Chacón volvió a sonreír y llamó al mozo que atendía las mesas. Pidió una bebida anaranjada y yo un vodka con agua tónica y una rodaja de limón.

—¿Qué me puedes decir sobre la muerte de Razetti? —le pregunté después de probar mi bebida.

—Lo mataron de un balazo en la cabeza. Un tiro a no más de treinta centímetros, ejecutado con una pistola de nueve milímetros. El asesino es un profesional o alguien a quien el abogado conocía. Estaba en mi cuartel cuando llegó la alerta por el descubrimiento del cadáver. Fui al sitio del suceso en compañía de otros detectives de mi unidad y nos encontramos con su mujer. Parecía petrificada. La interrogamos y luego comenzamos a examinar el lugar. No descubrimos ningún indicio que nos diera alguna pista acerca del asesino. Quien sea que lo hizo se preocupó de no dejar huellas.

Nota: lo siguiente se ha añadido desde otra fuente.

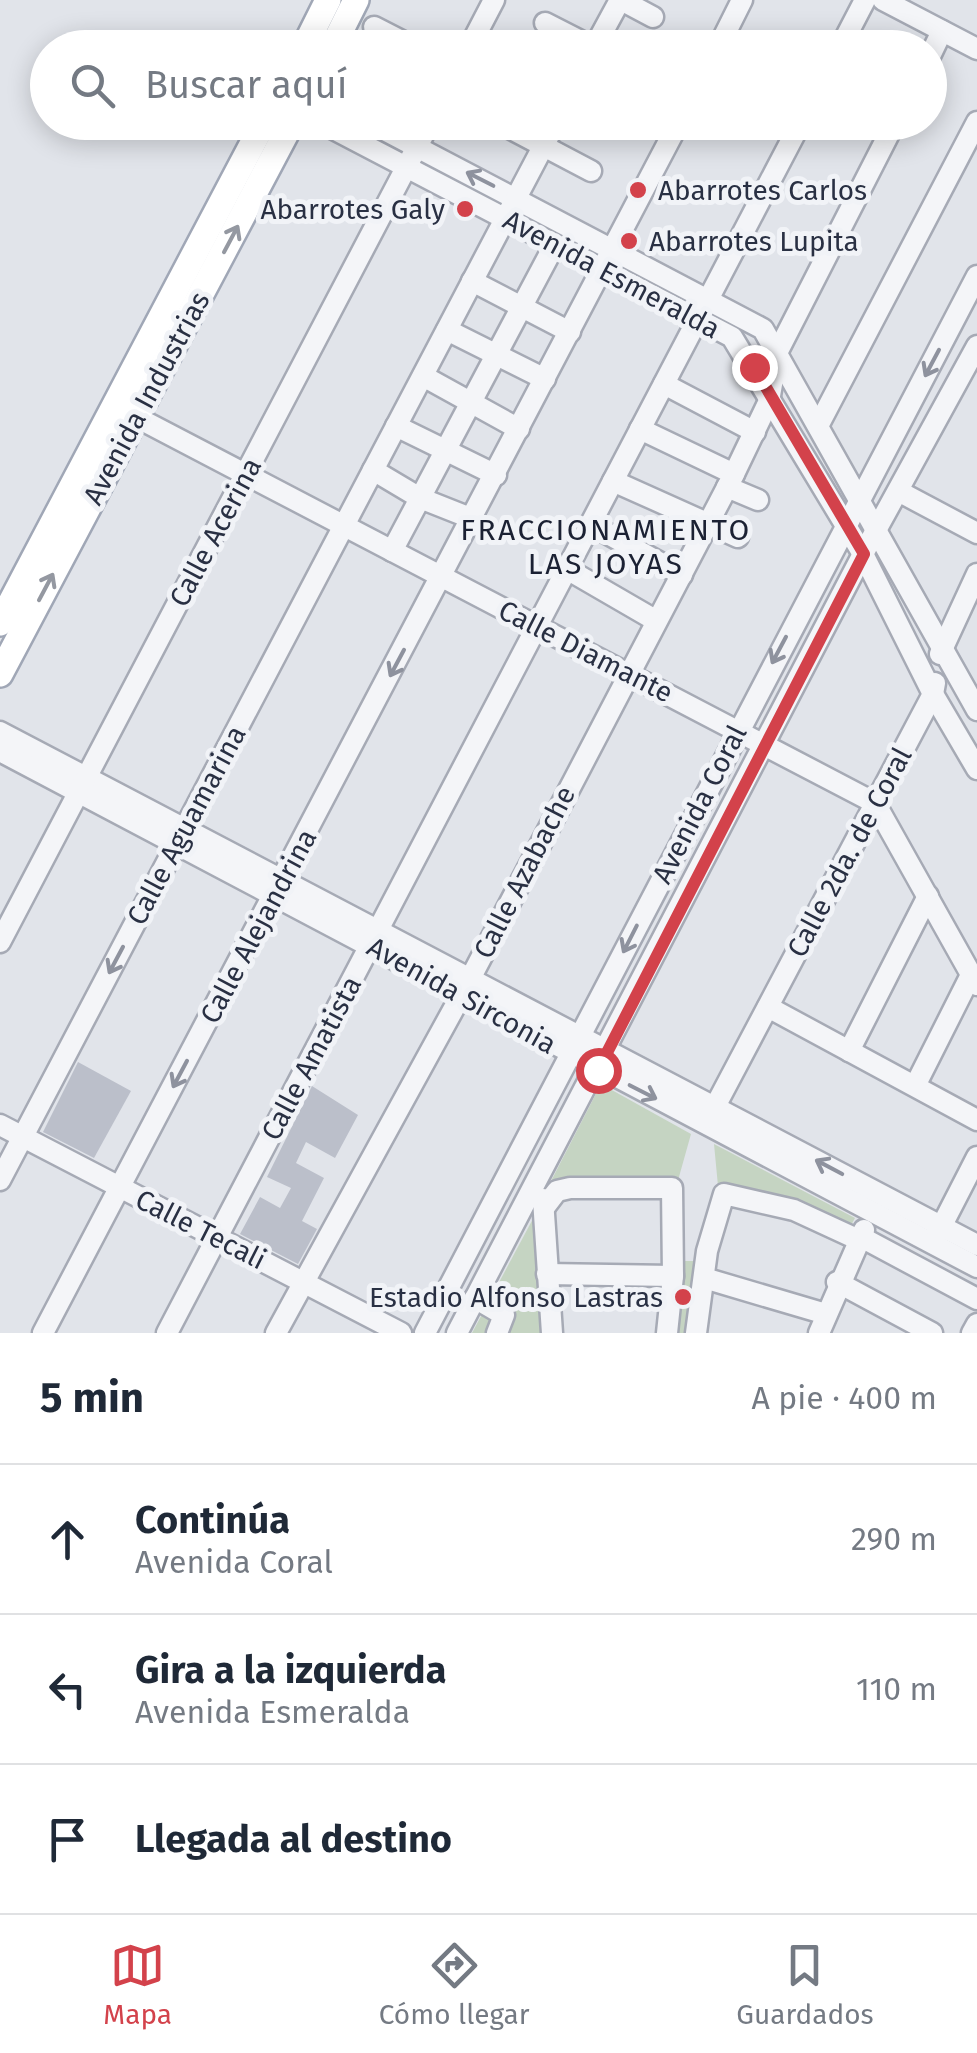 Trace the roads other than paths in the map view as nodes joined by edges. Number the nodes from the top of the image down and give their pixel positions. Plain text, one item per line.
1 (328, 0) edge
2 (356, 0) edge
3 (494, 0) edge
4 (620, 0) edge
5 (742, 0) edge
6 (865, 0) edge
7 (883, 0) edge
8 (653, 18) dead end
9 (545, 23) dead end
10 (374, 27) dead end
11 (313, 30) edge
12 (341, 30) edge
13 (380, 30) edge
14 (479, 30) edge
15 (559, 30) edge
16 (604, 30) edge
17 (727, 30) edge
18 (849, 30) edge
19 (940, 30) edge
20 (947, 34) edge
21 (977, 49) edge
22 (977, 122) edge
23 (255, 140) edge
24 (282, 140) edge
25 (354, 140) edge
26 (404, 140) edge
27 (421, 140) edge
28 (532, 140) edge
29 (546, 140) edge
30 (670, 140) edge
31 (791, 140) edge
32 (886, 140) edge
33 (543, 146) junction
34 (417, 147) junction
35 (406, 168) junction
36 (591, 170) dead end
37 (511, 207) junction
38 (555, 244) junction
39 (613, 250) junction
40 (602, 270) junction
41 (977, 276) edge
42 (472, 281) junction
43 (707, 302) junction
44 (523, 305) junction
45 (696, 322) junction
46 (447, 330) junction
47 (570, 332) junction
48 (977, 346) edge
49 (778, 352) junction
50 (496, 355) junction
51 (422, 376) junction
52 (546, 379) junction
53 (664, 384) junction
54 (770, 401) junction
55 (472, 402) junction
56 (136, 416) junction
57 (396, 426) junction
58 (818, 426) junction
59 (640, 428) junction
60 (519, 430) junction
61 (755, 432) junction
62 (446, 449) junction
63 (373, 470) junction
64 (245, 474) junction
65 (496, 475) junction
66 (731, 480) junction
67 (613, 481) junction
68 (900, 492) junction
69 (420, 498) junction
70 (758, 500) dead end
71 (859, 502) junction
72 (473, 519) junction
73 (590, 524) junction
74 (707, 524) junction
75 (344, 525) junction
76 (845, 528) junction
77 (878, 530) junction
78 (977, 533) edge
79 (738, 537) dead end
80 (392, 550) junction
81 (864, 554) junction
82 (567, 570) junction
83 (977, 574) edge
84 (682, 575) junction
85 (443, 577) junction
86 (655, 620) junction
87 (0, 623) edge
88 (537, 626) junction
89 (941, 644) junction
90 (627, 672) junction
91 (0, 674) edge
92 (933, 694) junction
93 (977, 710) edge
94 (736, 730) junction
95 (0, 732) edge
96 (764, 744) junction
97 (0, 751) edge
98 (977, 769) edge
99 (83, 784) junction
100 (876, 803) junction
101 (181, 836) junction
102 (278, 887) junction
103 (928, 896) junction
104 (374, 937) junction
105 (0, 942) edge
106 (974, 980) edge
107 (465, 986) junction
108 (768, 1007) junction
109 (576, 1046) junction
110 (850, 1051) junction
111 (603, 1060) junction
112 (916, 1084) junction
113 (710, 1116) junction
114 (977, 1120) edge
115 (0, 1125) edge
116 (23, 1137) junction
117 (977, 1157) edge
118 (507, 1179) junction
119 (0, 1180) edge
120 (120, 1188) junction
121 (538, 1200) junction
122 (876, 1203) junction
123 (937, 1235) junction
124 (217, 1238) junction
125 (860, 1239) junction
126 (977, 1246) edge
127 (977, 1267) edge
128 (548, 1274) junction
129 (673, 1276) junction
130 (704, 1278) junction
131 (302, 1282) junction
132 (837, 1282) junction
133 (475, 1298) junction
134 (977, 1299) edge
135 (822, 1323) edge
136 (977, 1324) edge
137 (920, 1330) edge
138 (42, 1333) edge
139 (167, 1333) edge
140 (276, 1333) edge
141 (402, 1333) edge
142 (424, 1333) edge
143 (458, 1333) edge
144 (497, 1333) edge
145 (552, 1333) edge
146 (667, 1333) edge
147 (696, 1333) edge
148 (972, 1333) edge

1 - 11 main road
2 - 12 main road
3 - 14 street
4 - 8 street
4 - 16 street
5 - 17 street
6 - 18 street
7 - 19 street
9 - 15 street
10 - 13 street
20 - 21 street
22 - 58 street
23 - 87 main road, Avenida Industrias
56 -> 24 main road, Avenida Industrias
25 - 35 street, Avenida Esmeralda
26 - 34 street, Avenida Esmeralda
27 - 34 street, Calle Acerina
28 - 33 street
29 - 33 street, Calle Aguamarina
30 - 39 street, Calle Alejandrina
31 - 43 street, Calle Amatista
32 - 49 street, Calle Azabache
33 - 36 street
33 - 37 street, Calle Aguamarina
34 - 35 street, Calle Acerina
37 -> 34 street, Avenida Esmeralda
35 - 37 street, Avenida Esmeralda
35 - 64 street, Calle Acerina
37 - 38 street, Avenida Esmeralda
37 - 39 street, Avenida Esmeralda
37 - 42 street, Calle Aguamarina
38 - 40 street, Avenida Esmeralda
38 - 44 street
39 - 40 street, Calle Alejandrina
39 - 43 street, Avenida Esmeralda
40 - 45 street, Avenida Esmeralda
40 - 47 street, Calle Alejandrina
41 -> 71 street, Avenida Coral
42 - 44 street
42 - 46 street, Calle Aguamarina
43 - 45 street, Calle Amatista
43 - 49 street, Avenida Esmeralda
44 - 47 street
44 - 50 street
45 - 53 street, Calle Amatista
45 - 54 street, Avenida Esmeralda
46 - 50 street
46 - 51 street, Calle Aguamarina
47 - 52 street, Calle Alejandrina
48 - 68 street, Avenida Coral
49 - 54 street, Calle Azabache
49 - 58 street, Avenida Esmeralda
50 - 52 street
50 - 55 street
51 - 55 street
51 - 57 street, Calle Aguamarina
52 - 60 street, Calle Alejandrina
53 - 59 street, Calle Amatista
53 - 61 street
54 - 61 street, Calle Azabache
54 - 76 street, Avenida Esmeralda
55 - 60 street
55 - 62 street
56 - 64 street, Calle Diamante
91 -> 56 main road, Avenida Industrias
57 - 62 street
57 - 63 street, Calle Aguamarina
58 - 71 street, Avenida Esmeralda
59 - 66 street
59 - 67 street, Calle Amatista
60 - 65 street, Calle Alejandrina
61 - 66 street, Calle Azabache
62 - 65 street
62 - 69 street
63 - 69 street
63 - 75 street, Calle Aguamarina
64 - 75 street, Calle Diamante
64 - 99 street, Calle Acerina
65 - 72 street, Calle Alejandrina
66 - 70 street
66 - 74 street, Calle Azabache
67 - 73 street, Calle Amatista
67 - 74 street
68 - 77 street, Avenida Coral
68 - 78 street
69 - 72 street
69 - 80 street
71 - 76 street, Avenida Coral
71 - 77 street, Avenida Esmeralda
72 - 85 street, Calle Alejandrina
73 - 82 street, Calle Amatista
73 - 84 street
74 - 79 street
74 - 84 street, Calle Azabache
75 - 80 street, Calle Diamante
75 - 101 street, Calle Aguamarina
76 - 81 street, Avenida Esmeralda
76 -> 94 street, Avenida Coral
77 - 81 street, Avenida Coral
77 - 89 street, Avenida Esmeralda
80 - 85 street, Calle Diamante
81 - 92 street, Avenida Esmeralda
81 - 96 street, Avenida Coral
82 - 86 street
82 - 88 street, Calle Amatista
83 - 89 street, Calle 2da. de Coral
84 - 86 street, Calle Azabache
85 - 88 street, Calle Diamante
85 -> 102 street, Calle Alejandrina
86 - 90 street, Calle Azabache
88 - 90 street, Calle Diamante
88 - 104 street, Calle Amatista
89 - 92 street, Calle 2da. de Coral
89 - 93 street, Avenida Esmeralda
90 - 94 street, Calle Diamante
90 - 107 street, Calle Azabache
92 - 98 street, Avenida Esmeralda
92 - 100 street, Calle 2da. de Coral
94 - 96 street, Calle Diamante
94 -> 109 street, Avenida Coral
95 - 99 street, Avenida Sirconia
96 - 100 street, Calle Diamante
96 - 111 street, Avenida Coral
97 - 99 street, Avenida Sirconia
99 - 101 street, Avenida Sirconia
99 - 105 street, Calle Acerina
100 - 103 street
100 - 108 street, Calle 2da. de Coral
101 - 102 street, Avenida Sirconia
101 -> 116 street, Calle Aguamarina
102 - 104 street, Avenida Sirconia
102 -> 120 street, Calle Alejandrina
103 - 106 street
103 - 110 street
104 - 107 street, Avenida Sirconia
104 - 124 street, Calle Amatista
106 - 112 street
107 - 109 street, Avenida Sirconia
107 - 131 street, Calle Azabache
108 - 110 street
108 - 113 street, Calle 2da. de Coral
109 - 111 street, Avenida Sirconia
109 - 118 street, Avenida Coral
110 - 112 street
111 - 113 street, Avenida Sirconia
111 - 121 street, Avenida Coral
112 - 114 street
113 - 122 street, Avenida Sirconia
115 - 116 street, Calle Tecali
116 - 119 street, Calle Aguamarina
116 - 120 street, Calle Tecali
117 - 123 street
118 - 121 street
118 - 142 street, Avenida Coral
120 - 124 street, Calle Tecali
120 - 138 street, Calle Alejandrina
121 - 128 street
121 - 129 street
121 - 133 street, Avenida Coral
122 - 123 street, Avenida Sirconia
122 - 125 street
123 - 126 street, Avenida Sirconia
123 - 127 street, Avenida Sirconia
124 - 131 street, Calle Tecali
124 - 139 street, Calle Amatista
125 - 130 street
125 - 132 street
125 - 134 street
128 - 129 street
128 - 145 street
129 - 146 street
130 - 135 street
130 - 147 street
131 - 140 street, Calle Azabache
131 - 141 street, Calle Tecali
132 - 135 street
132 - 137 street
133 - 143 street, Avenida Coral
133 - 144 street
136 - 148 street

—¿Se llevaron algo de la oficina?

—Al parecer no robaron. Encontramos una caja con doscientos mil pesos en su escritorio.

—Tal vez robaron información o fue una venganza.

—Es lo que pienso, dada la profesión de Razetti. Pero es difícil de precisar, solo él sabía lo que había dentro de sus archivadores y en su computador.

—Sí, pero nada nos llamó especialmente la atención.

—¿Sospechosos?

—Salvo su esposa, ninguno.

—¿Raquel?

—Tranquilo, Heredia. El único que sospechó de la esposa es un colega que tiene líos con su mujer y anda por la vida intentando encarcelar a cuanta esposa se cruza en su camino.

—¿No sería más fácil que encerrara a la suya?

—Bromas aparte, por ahora no tenemos nada —dijo Chacón—. El suicidio está descartado y nadie vio entrar a ningún extraño en la oficina.

—Siempre podemos hacer algo más.

—Unos colegas andan escuchando voces por los bares del sector. A veces resulta. Los delincuentes creen que el paso del tiempo es garantía de impunidad, y por una u otra razón, terminan haciendo un comentario que los delata.

—Pero eso puede pasar mañana o en diez años más.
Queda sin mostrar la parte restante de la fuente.